Wednesday, June 10, 2015

Progress on Memory Quilts

I am almost finished with the five memory quilts, made from my sister's clothing. There is one for each of her five kids. Each quilt is different. Each one seemed to tell me how to build it. Each of the kids selected a color scheme they liked and/or various articles of clothing that had meaning to them.

The pictures of this first one, for her youngest daughter, who just finished her freshman year in college, is the first quilt I started cutting, using the 4 1/2 inch squares. Cutting all that fabric into these tiny squares took so long that I switched to the 6 1/2 squares for the next three quilts. I did this first one, with the 4 1/2 squares in the rag quilt style. The back, not shown, is all the same material, a brown felt or fleece.

The quilt being modeled on the guest bed at one of my friend's houses.

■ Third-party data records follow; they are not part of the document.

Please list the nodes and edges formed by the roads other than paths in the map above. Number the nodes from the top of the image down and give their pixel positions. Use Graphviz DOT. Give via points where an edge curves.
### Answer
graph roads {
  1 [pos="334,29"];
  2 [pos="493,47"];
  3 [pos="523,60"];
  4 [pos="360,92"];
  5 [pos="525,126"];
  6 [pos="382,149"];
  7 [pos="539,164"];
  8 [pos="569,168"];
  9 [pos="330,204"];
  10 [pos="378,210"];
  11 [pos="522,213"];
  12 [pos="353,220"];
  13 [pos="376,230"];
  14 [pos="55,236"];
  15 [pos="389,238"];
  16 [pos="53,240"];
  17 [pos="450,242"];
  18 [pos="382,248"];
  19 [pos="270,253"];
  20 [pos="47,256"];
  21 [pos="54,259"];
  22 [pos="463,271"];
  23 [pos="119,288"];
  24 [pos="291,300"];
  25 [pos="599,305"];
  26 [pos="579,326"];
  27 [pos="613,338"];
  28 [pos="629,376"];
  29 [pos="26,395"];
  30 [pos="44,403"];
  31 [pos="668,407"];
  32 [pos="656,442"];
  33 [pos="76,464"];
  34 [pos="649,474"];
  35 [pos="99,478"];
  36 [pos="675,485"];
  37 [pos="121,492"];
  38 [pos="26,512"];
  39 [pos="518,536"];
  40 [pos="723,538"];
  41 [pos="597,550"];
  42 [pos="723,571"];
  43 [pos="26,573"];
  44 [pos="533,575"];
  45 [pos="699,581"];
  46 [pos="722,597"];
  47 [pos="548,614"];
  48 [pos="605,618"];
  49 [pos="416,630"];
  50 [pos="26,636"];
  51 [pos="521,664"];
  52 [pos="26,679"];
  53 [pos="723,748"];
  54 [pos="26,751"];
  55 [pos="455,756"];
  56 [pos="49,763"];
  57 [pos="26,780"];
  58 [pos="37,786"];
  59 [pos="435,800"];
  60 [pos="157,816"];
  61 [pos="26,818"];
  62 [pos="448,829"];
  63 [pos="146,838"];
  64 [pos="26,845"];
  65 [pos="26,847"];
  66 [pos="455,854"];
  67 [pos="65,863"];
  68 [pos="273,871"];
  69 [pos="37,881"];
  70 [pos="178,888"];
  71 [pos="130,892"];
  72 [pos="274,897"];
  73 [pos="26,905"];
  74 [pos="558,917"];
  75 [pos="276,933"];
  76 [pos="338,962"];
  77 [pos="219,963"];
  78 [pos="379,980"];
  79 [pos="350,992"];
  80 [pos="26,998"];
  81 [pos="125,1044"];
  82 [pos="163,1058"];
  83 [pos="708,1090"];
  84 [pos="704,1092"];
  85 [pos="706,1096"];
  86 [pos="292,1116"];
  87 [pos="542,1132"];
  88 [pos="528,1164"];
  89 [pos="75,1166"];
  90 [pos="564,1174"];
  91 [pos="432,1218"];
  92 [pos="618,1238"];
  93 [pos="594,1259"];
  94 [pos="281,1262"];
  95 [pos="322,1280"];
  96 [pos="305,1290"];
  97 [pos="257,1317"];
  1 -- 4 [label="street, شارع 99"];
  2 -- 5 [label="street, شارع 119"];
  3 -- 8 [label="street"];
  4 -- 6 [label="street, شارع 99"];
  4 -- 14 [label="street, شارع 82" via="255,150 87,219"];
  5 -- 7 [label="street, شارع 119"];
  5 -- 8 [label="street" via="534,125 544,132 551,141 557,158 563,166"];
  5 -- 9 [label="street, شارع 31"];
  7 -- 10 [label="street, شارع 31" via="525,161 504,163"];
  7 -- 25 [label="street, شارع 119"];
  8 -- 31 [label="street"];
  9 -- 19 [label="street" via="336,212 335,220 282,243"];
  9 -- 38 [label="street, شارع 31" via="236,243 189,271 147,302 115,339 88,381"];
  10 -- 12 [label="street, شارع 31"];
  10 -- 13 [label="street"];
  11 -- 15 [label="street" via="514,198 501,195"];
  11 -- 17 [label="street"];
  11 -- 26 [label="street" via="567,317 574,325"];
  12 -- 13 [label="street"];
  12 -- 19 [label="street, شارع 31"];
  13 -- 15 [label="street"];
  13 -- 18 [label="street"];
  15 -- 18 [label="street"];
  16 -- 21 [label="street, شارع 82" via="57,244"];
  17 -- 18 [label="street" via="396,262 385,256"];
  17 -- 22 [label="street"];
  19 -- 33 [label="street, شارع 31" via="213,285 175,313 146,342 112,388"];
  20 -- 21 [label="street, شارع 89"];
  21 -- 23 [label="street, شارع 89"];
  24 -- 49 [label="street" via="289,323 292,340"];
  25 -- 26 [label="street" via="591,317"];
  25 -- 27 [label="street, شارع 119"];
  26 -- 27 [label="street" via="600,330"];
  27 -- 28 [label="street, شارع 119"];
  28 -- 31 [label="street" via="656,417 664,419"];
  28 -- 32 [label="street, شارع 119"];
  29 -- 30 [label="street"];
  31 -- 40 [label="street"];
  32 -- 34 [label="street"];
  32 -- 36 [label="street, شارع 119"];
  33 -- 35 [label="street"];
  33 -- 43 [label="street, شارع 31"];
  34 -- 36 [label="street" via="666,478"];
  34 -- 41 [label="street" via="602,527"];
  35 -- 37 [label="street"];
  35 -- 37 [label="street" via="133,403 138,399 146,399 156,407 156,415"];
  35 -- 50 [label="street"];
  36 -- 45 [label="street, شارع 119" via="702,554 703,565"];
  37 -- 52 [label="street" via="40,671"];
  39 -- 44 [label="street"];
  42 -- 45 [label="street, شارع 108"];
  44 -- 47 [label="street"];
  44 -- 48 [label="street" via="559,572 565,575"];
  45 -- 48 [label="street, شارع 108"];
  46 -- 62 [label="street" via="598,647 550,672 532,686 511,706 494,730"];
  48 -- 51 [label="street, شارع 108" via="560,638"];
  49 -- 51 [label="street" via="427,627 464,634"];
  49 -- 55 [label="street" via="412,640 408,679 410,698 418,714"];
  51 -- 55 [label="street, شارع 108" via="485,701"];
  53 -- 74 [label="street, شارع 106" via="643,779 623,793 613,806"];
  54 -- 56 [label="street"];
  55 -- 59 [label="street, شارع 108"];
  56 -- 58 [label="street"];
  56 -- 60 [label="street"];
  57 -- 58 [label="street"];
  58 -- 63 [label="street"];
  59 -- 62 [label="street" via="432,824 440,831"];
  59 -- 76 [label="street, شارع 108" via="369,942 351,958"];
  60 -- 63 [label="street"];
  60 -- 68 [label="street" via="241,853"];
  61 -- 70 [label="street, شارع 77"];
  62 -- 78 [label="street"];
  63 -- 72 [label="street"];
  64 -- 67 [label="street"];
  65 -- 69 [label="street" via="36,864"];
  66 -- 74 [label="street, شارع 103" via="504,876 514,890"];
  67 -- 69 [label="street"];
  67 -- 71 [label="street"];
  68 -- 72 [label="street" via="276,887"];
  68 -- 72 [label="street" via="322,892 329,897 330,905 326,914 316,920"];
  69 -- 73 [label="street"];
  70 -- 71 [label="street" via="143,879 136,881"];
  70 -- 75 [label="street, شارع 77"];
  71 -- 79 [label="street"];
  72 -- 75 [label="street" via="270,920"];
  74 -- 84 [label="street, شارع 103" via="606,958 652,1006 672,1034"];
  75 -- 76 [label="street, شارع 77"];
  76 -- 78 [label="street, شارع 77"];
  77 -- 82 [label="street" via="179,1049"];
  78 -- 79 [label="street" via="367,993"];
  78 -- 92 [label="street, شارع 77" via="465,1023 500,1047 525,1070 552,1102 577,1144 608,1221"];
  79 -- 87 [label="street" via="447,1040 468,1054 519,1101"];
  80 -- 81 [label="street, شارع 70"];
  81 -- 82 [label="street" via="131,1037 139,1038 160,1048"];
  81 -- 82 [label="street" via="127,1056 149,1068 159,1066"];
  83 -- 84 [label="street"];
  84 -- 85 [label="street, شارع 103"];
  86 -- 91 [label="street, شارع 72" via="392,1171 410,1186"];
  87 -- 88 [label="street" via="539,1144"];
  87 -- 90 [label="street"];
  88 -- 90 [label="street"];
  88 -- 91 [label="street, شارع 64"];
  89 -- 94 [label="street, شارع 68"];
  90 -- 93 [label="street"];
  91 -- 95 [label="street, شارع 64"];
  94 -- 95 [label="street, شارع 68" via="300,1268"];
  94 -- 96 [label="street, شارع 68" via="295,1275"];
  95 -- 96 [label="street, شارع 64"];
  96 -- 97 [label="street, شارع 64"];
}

The above quilt is the first one I started cutting, as stated, but then switched and started sewing on another one while in North Carolina, with my friend, Karen. Karen is a master quilter, though she is too humble to call herself that. Karen taught me so much in the week we were there. We laid out the pattern for a quilt done in the traditional style - machine sewing the pieces for the top, then sandwiching the batting, and hand stitching the back and sides to it, and stitching in-the-ditch (stitching in the seams) and other decorative hand stitching as I see fit. It is still not done because I wanted to take advantage of house sitting opportunities and space to lay things out on the floor or tables to do any cutting, trimming, and all the machine sewing work.  

Here is the one Karen and I laid out and started in NC. It is still not finished.  

The front, obviously.
The back.
As you can see from the pic of the back, I have a couple of puckers I need to fix.  I 

sewed on this one by hand, (above) while in the truck as we drove from North Carolina to Kansas City, then on to South Dakota, then back south to Memphis, then on to Maryland.  

I am still not finished, and I want to go back in and take out some of what I did and redo it better.  There are other things I want to redo as well, such as the stitching around the words, Hello Dolly. 

The one below might just be my favorite, though I like them all and they are all very different. This one I am so proud of because I laid it out myself, doing it in the traditional quilting style, like Karen had taught me. I know it is simple - all the same size squares and no fancy patterns, but hey, it is my first one done totally on my own. What has really stymied me with these quilts, besides working with all the different fabrics which meant varied thicknesses and stretchiness, has been how to incorporate the logos and pictures on T-shirts, Polo's and sweatshirts that have meaning for my sister's children. This quilt below, with the colors, just seemed to want to present the colors, the greens and grays and browns, a soft, mellow pallet.


So I put the T-shirt and sweat shirt logos, most of them, on the backing. I still have the quilting pins on there since I had not done any hand stitching at the point where this picture was taken. I think the backing will look better once the pattern of hand stitching penetrates the three patches sewed on. It will incorporate them better, I hope, onto the canvas. 

This back view of the quilt shows that it is still pinned.  The sides /layers have not even been 'hemmed'  yet. 
This is the view (below pic) from where I had my sewing machine set up in Fairfax, VA, where we were house sitting for a week and a half. 


And below is the pic where I am hand stitching, sitting on the front porch at our friends' house in Woodbine, MD, early in the morn in my 'jams, enjoying the morning air.